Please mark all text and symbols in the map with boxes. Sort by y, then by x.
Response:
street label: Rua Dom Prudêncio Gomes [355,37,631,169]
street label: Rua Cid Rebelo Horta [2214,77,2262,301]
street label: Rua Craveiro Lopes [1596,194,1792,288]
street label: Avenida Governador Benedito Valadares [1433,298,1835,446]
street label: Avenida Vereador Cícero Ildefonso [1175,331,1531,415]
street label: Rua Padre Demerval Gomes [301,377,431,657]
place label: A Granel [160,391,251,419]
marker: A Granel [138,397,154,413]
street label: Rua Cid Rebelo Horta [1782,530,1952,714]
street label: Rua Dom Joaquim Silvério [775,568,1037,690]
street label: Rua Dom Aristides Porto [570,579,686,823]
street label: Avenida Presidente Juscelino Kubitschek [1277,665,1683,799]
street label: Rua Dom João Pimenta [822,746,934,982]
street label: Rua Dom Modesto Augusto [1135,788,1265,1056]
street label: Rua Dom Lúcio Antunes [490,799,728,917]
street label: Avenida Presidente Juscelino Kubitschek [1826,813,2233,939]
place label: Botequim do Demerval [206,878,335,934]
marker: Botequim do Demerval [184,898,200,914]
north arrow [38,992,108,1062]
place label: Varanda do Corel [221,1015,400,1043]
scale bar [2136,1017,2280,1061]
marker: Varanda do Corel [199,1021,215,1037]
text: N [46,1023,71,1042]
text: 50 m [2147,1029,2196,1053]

────────────────

— What you are asked to do —
Copy every line from the entries that contains the word "Granel".

— Reply —
place label: A Granel [160,391,251,419]
marker: A Granel [138,397,154,413]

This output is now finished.